Malaysian religious police raided a three-story shop-house last month and detained more than 100 Shiites who had gathered to mark the death of one of their most beloved saints, Prophet Muhammad's grandson, who was killed in the year 680.

It was one of the largest such sweeps in years, sparking outrage and fear in the country's small but growing Shiite community. Some religious scholars see it as a worrying sign that Islamic authorities are becoming more hard-line.

"Malaysia is trying to become a country a la Taliban that only allows one school of thought," said prominent scholar Asri Zainul Abidin.

Despite its reputation for religious tolerance, Malaysia has been quietly discriminating against its own for years. The government recognizes only the Sunni branch of Islam and prohibits all others including Shiites, the world's second largest Islamic group.

Shiites face discrimination elsewhere, but Malaysia appears to be the only place that actually outlaws them.

"We are the oppressed people," said Kamil Zuhairi Abdul Aziz, the Iranian-trained religious leader for the Lovers of the Prophet's Household, the Shiite group raided by the religious police on Dec. 15.

The event they were commemorating, the death of Prophet Muhammad's grandson in the seventh century, helped seal the split between the majority Sunnis and the Shiites, whose strongest base today is in Iran.

Kamil estimates there are at least 40,000 Shiites among Malaysia's 16 million Muslims, though the number could be higher as many conceal their faith to avoid trouble. A few have been detained in the past, and some sent to faith rehabilitation centers, but there is no official data on the number of arrests.

Malaysia's ban was issued in 1996 by the National Fatwa Council of top Islamic clerics and seen as unusual in the Muslim world. The council comes under the government's Islamic Advancement Department, so its decrees are de facto law.

The 3 million Shiites in neighboring Indonesia are able to practice freely, though they are often harassed on hard-line Sunni websites. In Bahrain, the government cracks down on Shiite activists, fearing they could be a backdoor for Iranian influence.

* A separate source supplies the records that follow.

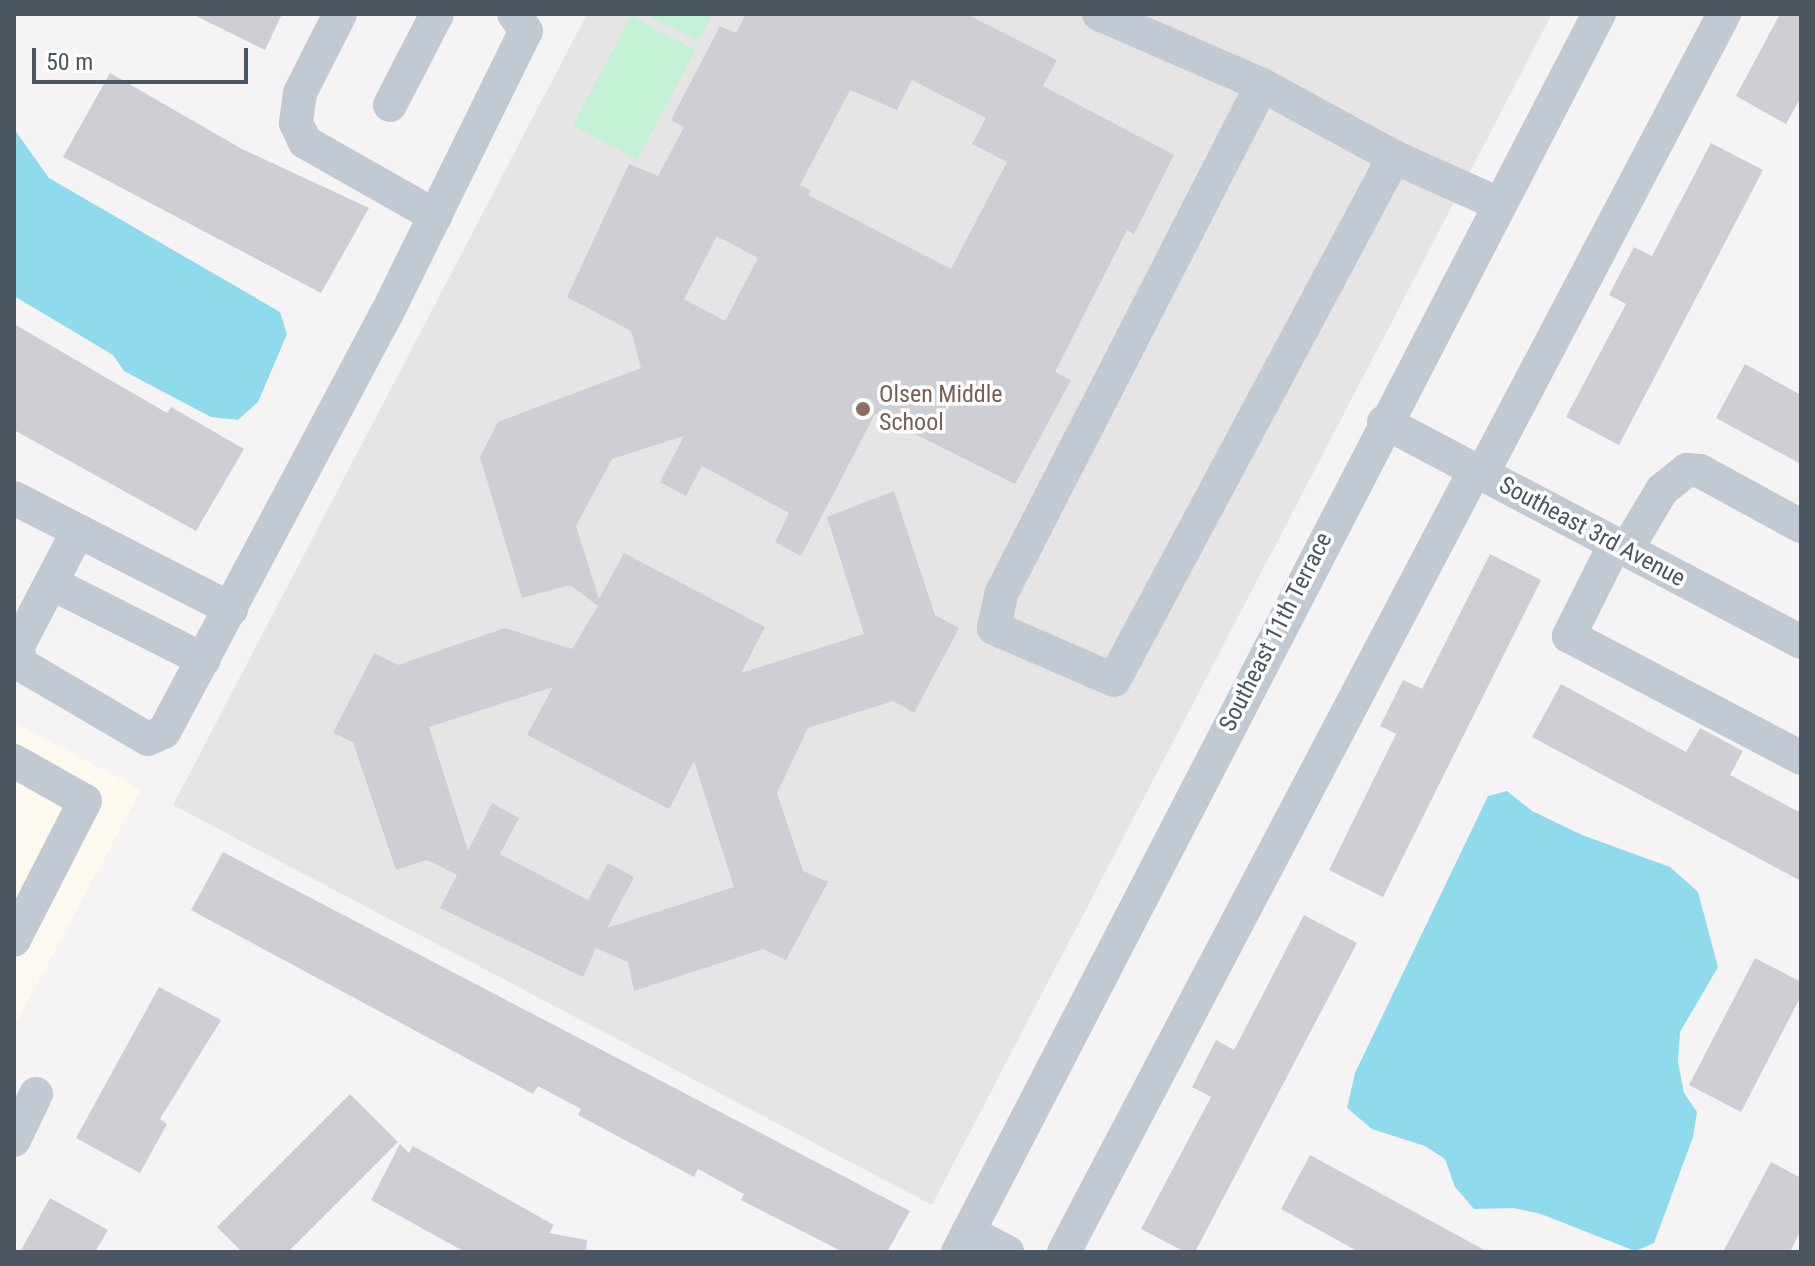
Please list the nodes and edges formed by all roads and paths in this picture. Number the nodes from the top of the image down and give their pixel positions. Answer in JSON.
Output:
{"nodes":[{"id":1,"x":340,"y":14,"type":"edge"},
{"id":2,"x":437,"y":14,"type":"edge"},
{"id":3,"x":514,"y":14,"type":"edge"},
{"id":4,"x":1099,"y":14,"type":"edge"},
{"id":5,"x":1599,"y":14,"type":"edge"},
{"id":6,"x":1724,"y":14,"type":"edge"},
{"id":7,"x":1262,"y":85,"type":"junction"},
{"id":8,"x":390,"y":105,"type":"dead end"},
{"id":9,"x":1394,"y":157,"type":"junction"},
{"id":10,"x":1499,"y":204,"type":"junction"},
{"id":11,"x":435,"y":216,"type":"junction"},
{"id":12,"x":1384,"y":422,"type":"junction"},
{"id":13,"x":1478,"y":472,"type":"junction"},
{"id":14,"x":14,"y":498,"type":"edge"},
{"id":15,"x":1801,"y":526,"type":"edge"},
{"id":16,"x":78,"y":531,"type":"junction"},
{"id":17,"x":1621,"y":547,"type":"junction"},
{"id":18,"x":51,"y":583,"type":"junction"},
{"id":19,"x":231,"y":609,"type":"junction"},
{"id":20,"x":1801,"y":642,"type":"edge"},
{"id":21,"x":204,"y":660,"type":"junction"},
{"id":22,"x":1801,"y":758,"type":"edge"},
{"id":23,"x":14,"y":761,"type":"edge"},
{"id":24,"x":14,"y":940,"type":"edge"},
{"id":25,"x":36,"y":1094,"type":"dead end"},
{"id":26,"x":14,"y":1140,"type":"edge"},
{"id":27,"x":963,"y":1242,"type":"edge"},
{"id":28,"x":1007,"y":1252,"type":"edge"},
{"id":29,"x":1064,"y":1252,"type":"edge"}],
"edges":[{"from":1,"to":11,"type":"street"},
{"from":2,"to":8,"type":"street"},
{"from":3,"to":11,"type":"street"},
{"from":4,"to":7,"type":"street"},
{"from":5,"to":10,"type":"street","name":"Southeast 11th Terrace"},
{"from":6,"to":13,"type":"street"},
{"from":7,"to":9,"type":"street"},
{"from":7,"to":9,"type":"street"},
{"from":9,"to":10,"type":"street"},
{"from":10,"to":12,"type":"street","name":"Southeast 11th Terrace"},
{"from":11,"to":19,"type":"street"},
{"from":12,"to":13,"type":"street","name":"Southeast 3rd Avenue"},
{"from":12,"to":27,"type":"street","name":"Southeast 11th Terrace"},
{"from":13,"to":17,"type":"street","name":"Southeast 3rd Avenue"},
{"from":13,"to":29,"type":"street"},
{"from":14,"to":16,"type":"street"},
{"from":15,"to":17,"type":"street"},
{"from":16,"to":18,"type":"street"},
{"from":16,"to":19,"type":"street"},
{"from":17,"to":20,"type":"street","name":"Southeast 3rd Avenue"},
{"from":17,"to":22,"type":"street"},
{"from":18,"to":21,"type":"street"},
{"from":18,"to":21,"type":"street"},
{"from":19,"to":21,"type":"street"},
{"from":23,"to":24,"type":"street"},
{"from":25,"to":26,"type":"street"},
{"from":27,"to":28,"type":"street"}]}
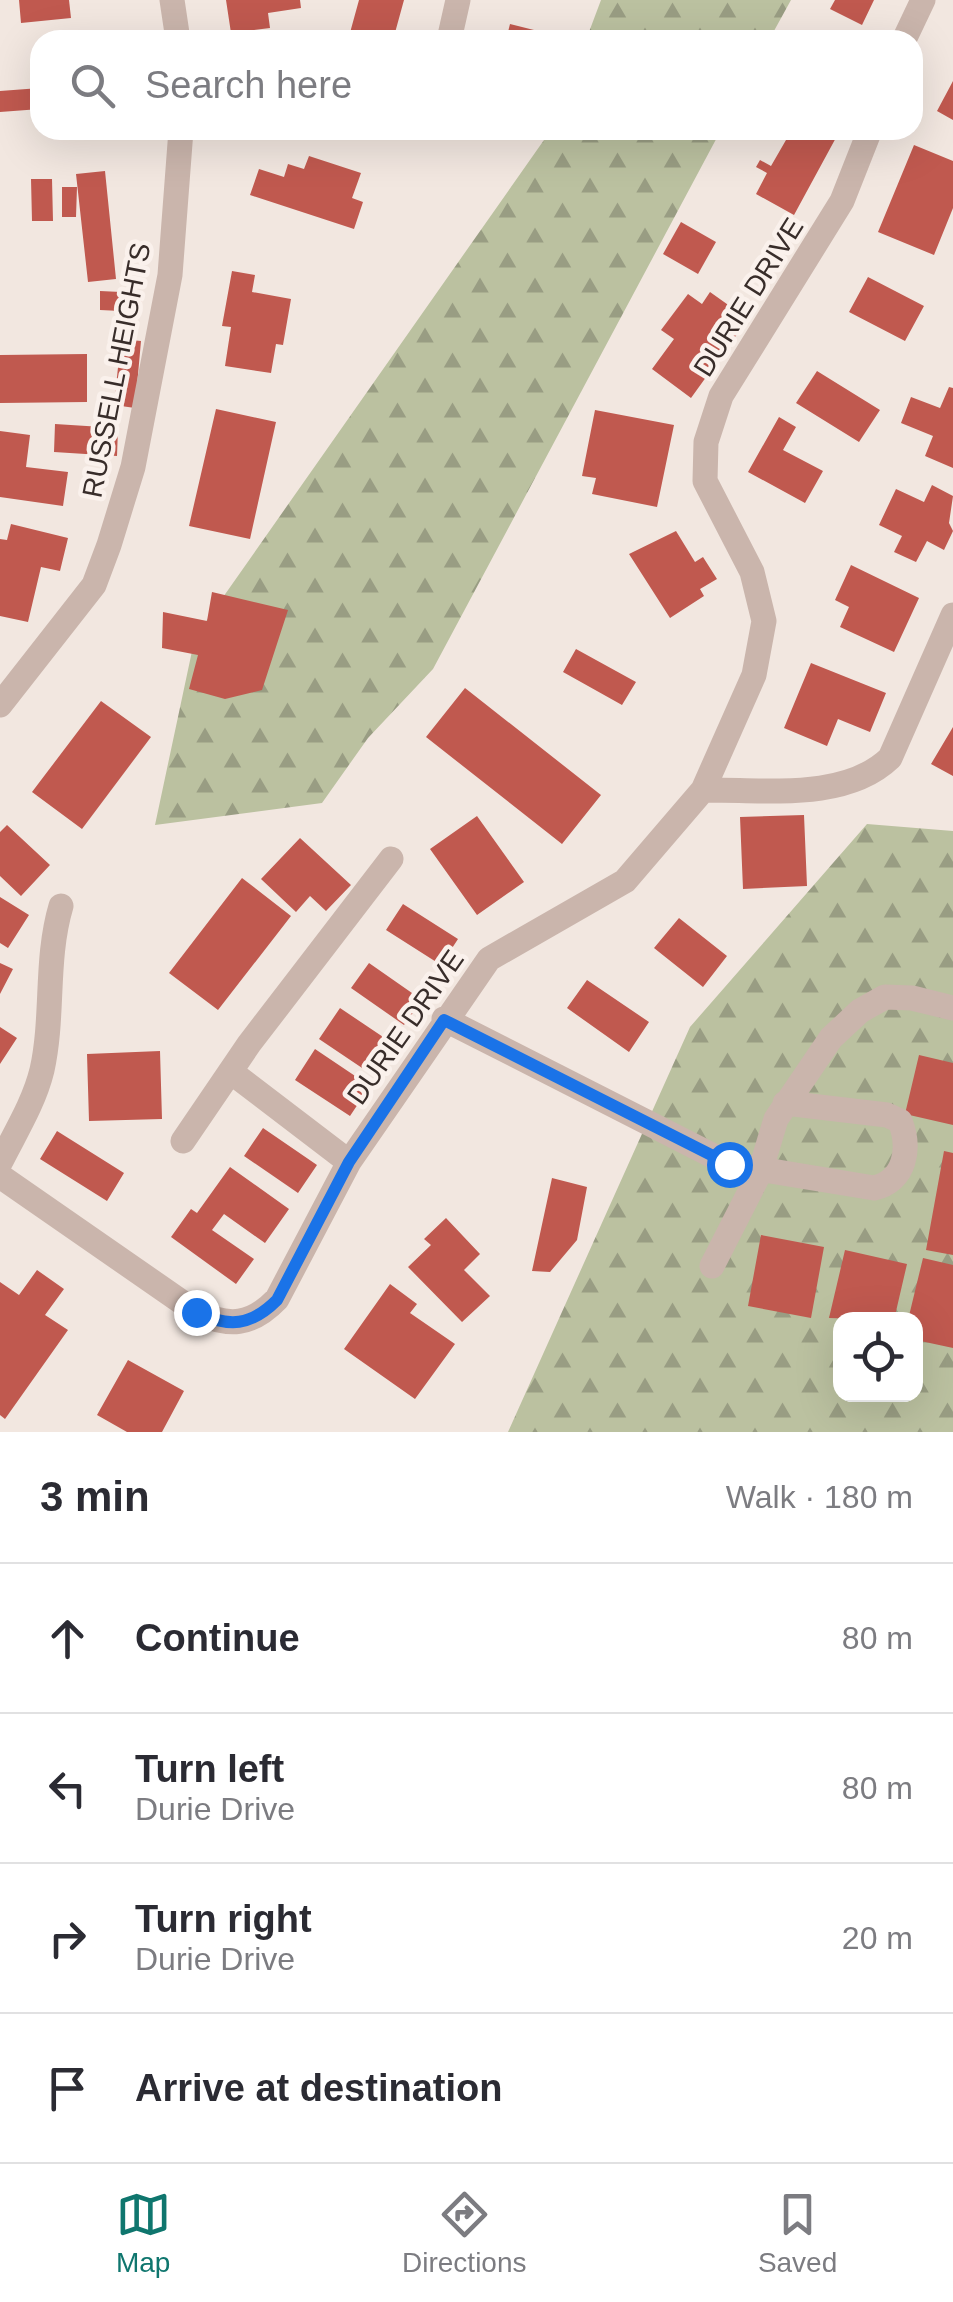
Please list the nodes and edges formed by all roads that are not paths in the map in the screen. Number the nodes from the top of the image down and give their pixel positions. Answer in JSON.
{"nodes":[{"id":1,"x":172,"y":0,"type":"edge"},
{"id":2,"x":458,"y":0,"type":"edge"},
{"id":3,"x":923,"y":0,"type":"edge"},
{"id":4,"x":176,"y":30,"type":"edge"},
{"id":5,"x":451,"y":30,"type":"edge"},
{"id":6,"x":909,"y":30,"type":"edge"},
{"id":7,"x":180,"y":140,"type":"edge"},
{"id":8,"x":866,"y":140,"type":"edge"},
{"id":9,"x":953,"y":616,"type":"edge"},
{"id":10,"x":0,"y":705,"type":"edge"},
{"id":11,"x":704,"y":790,"type":"junction"},
{"id":12,"x":391,"y":858,"type":"dead end"},
{"id":13,"x":61,"y":906,"type":"dead end"},
{"id":14,"x":953,"y":1008,"type":"edge"},
{"id":15,"x":444,"y":1020,"type":"junction"},
{"id":16,"x":230,"y":1072,"type":"junction"},
{"id":17,"x":784,"y":1103,"type":"junction"},
{"id":18,"x":184,"y":1142,"type":"dead end"},
{"id":19,"x":349,"y":1162,"type":"junction"},
{"id":20,"x":0,"y":1163,"type":"edge"},
{"id":21,"x":760,"y":1172,"type":"junction"},
{"id":22,"x":0,"y":1176,"type":"edge"},
{"id":23,"x":712,"y":1266,"type":"dead end"}],
"edges":[{"from":1,"to":4,"type":"street"},
{"from":2,"to":5,"type":"street"},
{"from":3,"to":6,"type":"street"},
{"from":7,"to":10,"type":"street","name":"RUSSELL HEIGHTS"},
{"from":8,"to":11,"type":"street","name":"DURIE DRIVE"},
{"from":9,"to":11,"type":"street"},
{"from":11,"to":15,"type":"street","name":"DURIE DRIVE"},
{"from":12,"to":16,"type":"street"},
{"from":13,"to":20,"type":"street"},
{"from":14,"to":17,"type":"street"},
{"from":15,"to":19,"type":"street","name":"DURIE DRIVE"},
{"from":15,"to":21,"type":"street"},
{"from":16,"to":18,"type":"street"},
{"from":16,"to":19,"type":"street"},
{"from":17,"to":21,"type":"street"},
{"from":17,"to":21,"type":"street"},
{"from":19,"to":22,"type":"street","name":"DURIE DRIVE"},
{"from":21,"to":23,"type":"street"}]}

Sunni extremists have bombed Shiite gatherings in Pakistan, and much of the violence in Iraq has been between Sunni and Shiite militias as the two sides vie for power.

It's not clear what prompted the recent raid in Malaysia, but Islamic officials defend the ban as crucial to prevent unrest among Muslims.

"Shia is an Iranian sect," said leading cleric Harussani Zakaria, a member of the National Fatwa Council. "It has expanded secretly and now has many supporters who are starting to practice their faith in public. We don't want any religious differences. They are a threat to Muslim unity in Malaysia."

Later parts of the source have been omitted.